卵の除去食はあまり手間がかからないのですが、難しいのは乳製品です。たとえば製パン工場から来るパンに、脱脂粉乳が混ぜ込まれていたりすることもあります。ですから乳製品アレルギーの児童はパンの日は毎回お弁当持参、ということになります。

 アレルギー原因となる食品はひとりひとり違うので、保護者向け対応表は、児童ごとに必要です。私の勤務する小学校では内容の違うものを約30枚作成しています。命に関わることなので、何度も見直して作ります。

 以上は私のやってきたアレルギー対応の例なのですが、アレルギー対応については本当に自治体ごとに方針が大きく異なります。

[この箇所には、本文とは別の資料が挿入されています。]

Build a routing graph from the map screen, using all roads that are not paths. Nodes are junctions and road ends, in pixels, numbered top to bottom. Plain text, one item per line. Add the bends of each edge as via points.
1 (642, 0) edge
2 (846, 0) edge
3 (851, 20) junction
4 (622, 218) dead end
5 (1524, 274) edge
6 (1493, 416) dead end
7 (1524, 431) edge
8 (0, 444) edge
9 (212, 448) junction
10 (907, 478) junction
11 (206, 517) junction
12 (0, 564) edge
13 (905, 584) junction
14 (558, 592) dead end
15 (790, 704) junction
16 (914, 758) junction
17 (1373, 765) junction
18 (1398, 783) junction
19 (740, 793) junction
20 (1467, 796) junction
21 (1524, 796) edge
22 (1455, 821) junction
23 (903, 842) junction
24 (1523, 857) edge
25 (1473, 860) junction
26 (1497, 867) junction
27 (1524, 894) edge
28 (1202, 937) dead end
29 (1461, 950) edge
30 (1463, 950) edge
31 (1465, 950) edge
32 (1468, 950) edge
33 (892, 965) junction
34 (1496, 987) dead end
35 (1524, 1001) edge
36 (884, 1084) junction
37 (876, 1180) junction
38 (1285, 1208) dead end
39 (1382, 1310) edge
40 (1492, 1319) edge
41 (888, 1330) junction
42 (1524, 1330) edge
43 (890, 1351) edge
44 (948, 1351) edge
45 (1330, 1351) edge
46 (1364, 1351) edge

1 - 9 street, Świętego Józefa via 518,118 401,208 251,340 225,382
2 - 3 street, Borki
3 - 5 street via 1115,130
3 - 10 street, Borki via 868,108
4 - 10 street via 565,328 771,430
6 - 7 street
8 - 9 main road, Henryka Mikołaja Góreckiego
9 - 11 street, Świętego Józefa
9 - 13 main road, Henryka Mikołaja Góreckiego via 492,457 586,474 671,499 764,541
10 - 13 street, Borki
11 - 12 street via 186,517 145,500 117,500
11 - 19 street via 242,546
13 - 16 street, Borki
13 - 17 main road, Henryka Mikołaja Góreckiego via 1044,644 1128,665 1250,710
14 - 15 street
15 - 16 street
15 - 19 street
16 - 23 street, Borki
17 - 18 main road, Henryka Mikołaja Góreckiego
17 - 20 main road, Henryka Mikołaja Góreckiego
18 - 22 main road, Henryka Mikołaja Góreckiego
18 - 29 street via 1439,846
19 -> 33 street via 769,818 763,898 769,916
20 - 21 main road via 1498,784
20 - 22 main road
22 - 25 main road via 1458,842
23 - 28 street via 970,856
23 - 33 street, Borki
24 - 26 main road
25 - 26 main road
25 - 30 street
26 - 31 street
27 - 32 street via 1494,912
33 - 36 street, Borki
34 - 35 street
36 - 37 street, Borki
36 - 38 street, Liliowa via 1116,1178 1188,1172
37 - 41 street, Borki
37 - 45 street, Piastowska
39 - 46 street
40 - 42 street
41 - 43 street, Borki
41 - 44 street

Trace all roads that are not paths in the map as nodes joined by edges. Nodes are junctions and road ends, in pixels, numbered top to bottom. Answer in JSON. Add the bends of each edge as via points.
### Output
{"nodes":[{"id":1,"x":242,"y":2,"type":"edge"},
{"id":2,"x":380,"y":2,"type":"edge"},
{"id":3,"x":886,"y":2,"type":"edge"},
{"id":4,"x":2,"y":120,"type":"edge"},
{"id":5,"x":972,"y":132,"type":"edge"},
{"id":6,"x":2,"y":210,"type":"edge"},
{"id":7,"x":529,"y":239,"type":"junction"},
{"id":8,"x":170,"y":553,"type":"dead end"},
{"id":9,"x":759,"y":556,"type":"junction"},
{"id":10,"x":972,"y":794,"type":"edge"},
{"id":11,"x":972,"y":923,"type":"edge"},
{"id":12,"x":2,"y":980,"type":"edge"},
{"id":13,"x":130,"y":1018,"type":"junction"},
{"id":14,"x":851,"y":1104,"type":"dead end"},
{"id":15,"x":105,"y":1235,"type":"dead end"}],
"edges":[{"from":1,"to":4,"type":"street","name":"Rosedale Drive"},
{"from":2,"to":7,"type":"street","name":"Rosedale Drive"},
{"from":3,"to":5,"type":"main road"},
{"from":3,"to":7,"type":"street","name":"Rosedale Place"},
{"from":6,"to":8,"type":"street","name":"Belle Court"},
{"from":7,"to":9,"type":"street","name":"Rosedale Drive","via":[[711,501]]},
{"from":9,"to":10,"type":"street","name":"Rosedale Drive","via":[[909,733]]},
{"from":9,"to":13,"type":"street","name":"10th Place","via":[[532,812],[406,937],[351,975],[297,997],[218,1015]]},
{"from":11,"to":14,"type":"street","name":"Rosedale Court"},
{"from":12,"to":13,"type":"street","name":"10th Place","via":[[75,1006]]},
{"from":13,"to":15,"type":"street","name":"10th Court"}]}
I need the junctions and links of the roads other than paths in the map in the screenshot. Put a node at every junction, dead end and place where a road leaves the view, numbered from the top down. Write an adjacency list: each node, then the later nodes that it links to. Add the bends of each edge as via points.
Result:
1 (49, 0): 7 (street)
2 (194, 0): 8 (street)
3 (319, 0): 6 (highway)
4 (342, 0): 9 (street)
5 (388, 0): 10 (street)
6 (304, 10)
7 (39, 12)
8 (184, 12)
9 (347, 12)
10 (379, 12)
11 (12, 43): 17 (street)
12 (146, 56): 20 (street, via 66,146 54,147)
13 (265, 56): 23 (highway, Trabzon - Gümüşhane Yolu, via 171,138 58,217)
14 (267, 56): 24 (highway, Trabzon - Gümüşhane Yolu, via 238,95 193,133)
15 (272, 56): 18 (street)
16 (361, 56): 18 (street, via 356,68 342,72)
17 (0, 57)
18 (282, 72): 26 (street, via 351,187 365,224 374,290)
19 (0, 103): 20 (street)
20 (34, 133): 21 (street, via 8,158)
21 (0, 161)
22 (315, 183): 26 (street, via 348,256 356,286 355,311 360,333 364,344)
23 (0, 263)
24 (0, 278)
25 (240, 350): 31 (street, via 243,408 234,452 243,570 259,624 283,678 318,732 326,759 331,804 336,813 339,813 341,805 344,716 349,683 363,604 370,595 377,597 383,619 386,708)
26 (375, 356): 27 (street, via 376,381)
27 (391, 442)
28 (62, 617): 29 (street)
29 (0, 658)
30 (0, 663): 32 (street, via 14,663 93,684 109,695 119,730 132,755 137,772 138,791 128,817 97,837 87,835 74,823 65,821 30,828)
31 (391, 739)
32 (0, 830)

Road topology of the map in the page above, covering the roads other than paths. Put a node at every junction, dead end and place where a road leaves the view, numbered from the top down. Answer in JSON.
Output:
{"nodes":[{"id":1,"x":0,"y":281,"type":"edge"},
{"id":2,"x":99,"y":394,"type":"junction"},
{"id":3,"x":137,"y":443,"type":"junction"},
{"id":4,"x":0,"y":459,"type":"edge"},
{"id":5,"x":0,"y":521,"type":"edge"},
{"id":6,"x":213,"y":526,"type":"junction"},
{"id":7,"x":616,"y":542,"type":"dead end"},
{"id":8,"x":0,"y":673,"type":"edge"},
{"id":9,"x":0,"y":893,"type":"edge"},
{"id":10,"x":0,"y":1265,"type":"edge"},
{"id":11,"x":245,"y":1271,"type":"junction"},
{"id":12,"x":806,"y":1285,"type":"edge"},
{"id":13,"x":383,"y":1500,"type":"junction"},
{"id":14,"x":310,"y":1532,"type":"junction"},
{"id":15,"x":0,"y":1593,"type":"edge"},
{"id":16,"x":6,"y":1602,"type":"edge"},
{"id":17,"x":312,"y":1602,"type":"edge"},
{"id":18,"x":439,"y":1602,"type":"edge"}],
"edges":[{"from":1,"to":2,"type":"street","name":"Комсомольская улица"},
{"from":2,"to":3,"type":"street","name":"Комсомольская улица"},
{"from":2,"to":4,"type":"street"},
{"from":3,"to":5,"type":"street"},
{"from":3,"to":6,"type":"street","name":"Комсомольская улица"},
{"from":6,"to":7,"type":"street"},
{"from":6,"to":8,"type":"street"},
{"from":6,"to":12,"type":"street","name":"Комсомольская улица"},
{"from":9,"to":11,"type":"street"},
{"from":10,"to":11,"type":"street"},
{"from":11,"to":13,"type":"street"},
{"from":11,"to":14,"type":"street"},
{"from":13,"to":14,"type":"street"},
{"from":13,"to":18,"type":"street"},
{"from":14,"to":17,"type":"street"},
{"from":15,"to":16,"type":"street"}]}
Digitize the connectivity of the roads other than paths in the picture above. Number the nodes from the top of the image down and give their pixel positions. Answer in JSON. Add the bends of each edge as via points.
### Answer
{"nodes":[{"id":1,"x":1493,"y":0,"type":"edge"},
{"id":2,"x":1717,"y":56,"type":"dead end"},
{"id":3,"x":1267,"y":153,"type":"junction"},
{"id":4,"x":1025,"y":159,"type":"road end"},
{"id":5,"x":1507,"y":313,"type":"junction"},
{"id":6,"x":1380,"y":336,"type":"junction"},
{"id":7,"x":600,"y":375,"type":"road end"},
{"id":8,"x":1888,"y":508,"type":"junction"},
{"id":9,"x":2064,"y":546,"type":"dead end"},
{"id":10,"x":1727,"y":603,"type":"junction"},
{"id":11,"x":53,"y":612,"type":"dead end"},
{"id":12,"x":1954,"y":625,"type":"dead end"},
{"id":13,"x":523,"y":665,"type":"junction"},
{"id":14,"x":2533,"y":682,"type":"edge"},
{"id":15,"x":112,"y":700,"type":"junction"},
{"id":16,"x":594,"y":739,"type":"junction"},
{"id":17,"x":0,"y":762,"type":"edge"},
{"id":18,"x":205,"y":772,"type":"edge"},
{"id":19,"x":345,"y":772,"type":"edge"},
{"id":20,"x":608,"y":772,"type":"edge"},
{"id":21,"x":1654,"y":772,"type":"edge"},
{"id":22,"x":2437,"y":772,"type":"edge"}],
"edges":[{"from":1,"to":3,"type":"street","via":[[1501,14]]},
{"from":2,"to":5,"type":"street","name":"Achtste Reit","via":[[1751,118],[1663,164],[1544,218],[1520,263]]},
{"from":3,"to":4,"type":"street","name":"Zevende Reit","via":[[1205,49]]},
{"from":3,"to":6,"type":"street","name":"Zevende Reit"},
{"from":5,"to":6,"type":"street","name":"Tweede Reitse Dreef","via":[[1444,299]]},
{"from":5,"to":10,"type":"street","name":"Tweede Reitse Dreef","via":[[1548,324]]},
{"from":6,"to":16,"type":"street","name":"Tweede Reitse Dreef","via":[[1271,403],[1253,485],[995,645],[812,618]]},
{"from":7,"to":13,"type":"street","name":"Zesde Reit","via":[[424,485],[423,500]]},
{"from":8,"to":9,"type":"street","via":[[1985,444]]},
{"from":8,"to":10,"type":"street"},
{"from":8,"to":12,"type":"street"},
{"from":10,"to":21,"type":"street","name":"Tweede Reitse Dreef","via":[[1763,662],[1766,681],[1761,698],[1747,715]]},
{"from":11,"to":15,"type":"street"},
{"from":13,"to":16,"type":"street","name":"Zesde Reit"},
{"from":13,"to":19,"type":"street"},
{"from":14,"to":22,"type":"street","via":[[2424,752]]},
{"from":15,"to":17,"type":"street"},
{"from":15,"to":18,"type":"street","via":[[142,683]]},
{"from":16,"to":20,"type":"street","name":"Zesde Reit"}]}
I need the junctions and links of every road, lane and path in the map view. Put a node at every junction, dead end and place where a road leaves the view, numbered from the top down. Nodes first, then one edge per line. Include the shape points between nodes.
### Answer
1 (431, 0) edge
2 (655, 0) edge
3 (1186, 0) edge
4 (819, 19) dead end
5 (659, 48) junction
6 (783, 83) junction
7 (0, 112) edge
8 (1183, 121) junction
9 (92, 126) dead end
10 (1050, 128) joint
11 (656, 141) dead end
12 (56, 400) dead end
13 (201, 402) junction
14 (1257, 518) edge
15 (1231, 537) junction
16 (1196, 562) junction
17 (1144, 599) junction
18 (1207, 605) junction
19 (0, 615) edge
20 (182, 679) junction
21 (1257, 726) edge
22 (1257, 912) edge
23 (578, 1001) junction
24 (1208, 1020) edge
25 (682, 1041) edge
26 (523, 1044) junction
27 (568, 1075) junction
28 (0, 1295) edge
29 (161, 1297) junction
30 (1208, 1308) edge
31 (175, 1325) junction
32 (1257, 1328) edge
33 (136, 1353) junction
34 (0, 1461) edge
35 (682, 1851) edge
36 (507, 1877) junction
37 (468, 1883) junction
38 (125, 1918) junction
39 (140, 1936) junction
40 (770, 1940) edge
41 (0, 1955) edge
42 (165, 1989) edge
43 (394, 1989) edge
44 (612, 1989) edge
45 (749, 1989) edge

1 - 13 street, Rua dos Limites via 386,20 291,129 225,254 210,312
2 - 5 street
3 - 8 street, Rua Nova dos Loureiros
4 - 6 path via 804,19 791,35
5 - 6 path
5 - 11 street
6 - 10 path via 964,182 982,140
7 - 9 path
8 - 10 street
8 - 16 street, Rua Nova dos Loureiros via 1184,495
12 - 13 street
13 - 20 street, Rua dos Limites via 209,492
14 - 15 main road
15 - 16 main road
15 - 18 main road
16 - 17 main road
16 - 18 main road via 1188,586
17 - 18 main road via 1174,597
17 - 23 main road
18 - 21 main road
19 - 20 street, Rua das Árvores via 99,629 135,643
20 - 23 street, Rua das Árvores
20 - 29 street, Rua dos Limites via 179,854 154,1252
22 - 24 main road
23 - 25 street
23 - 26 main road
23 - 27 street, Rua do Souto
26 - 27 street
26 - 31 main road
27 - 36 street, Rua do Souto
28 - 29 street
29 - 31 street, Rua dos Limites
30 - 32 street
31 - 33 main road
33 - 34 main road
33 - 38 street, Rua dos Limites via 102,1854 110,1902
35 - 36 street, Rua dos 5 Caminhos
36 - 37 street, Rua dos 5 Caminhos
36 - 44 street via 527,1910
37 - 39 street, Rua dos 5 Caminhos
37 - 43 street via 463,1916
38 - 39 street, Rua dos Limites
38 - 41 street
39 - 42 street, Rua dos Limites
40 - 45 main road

 対応食を一切作らず、「今日の献立を食べられるかどうか」は保護者が献立表を見て判断することにして、給食が食べられない日はお弁当の持参を呼びかける地域もあります。

 アレルギー対応を書き込んだ献立表を、担任の先生が作るという方針の自治体についても耳にしたことがあります。

 栄養士ではない第三者の目で作ったほうが安全性が高まる、という判断だと聞きますが、ただでさえ忙しい担任の先生に負担がかかりすぎているのではないかと心配になってしまいます。

 配膳の際は、除去食や代替食だけお皿の色を変えて配膳するのが一般的です。ただ、「特別扱いしているみたいで悪目立ちする」「いじめにつながりかねない」という保護者からの要望がある場合、みんなと同じ色のお皿にして、メモをつけて除去食だと知らせるなど、現場ではさまざまな工夫をしながら対応しています。

悩ましい宗教上の食材選び
特別支援学校・特別支援学級で求められる配慮

 給食における食物アレルギーへの対応とはまた違った難しさがあるのが、宗教への対応です。日本人の児童生徒数が減少するなか、外国人の児童生徒数は右肩上がりに増えています。

 児童生徒の国際色が豊かになるにつれ、それぞれの子どもたちが宗教上の理由で食べられない食材にどこまで配慮するか、学校現場では頭を悩ませています。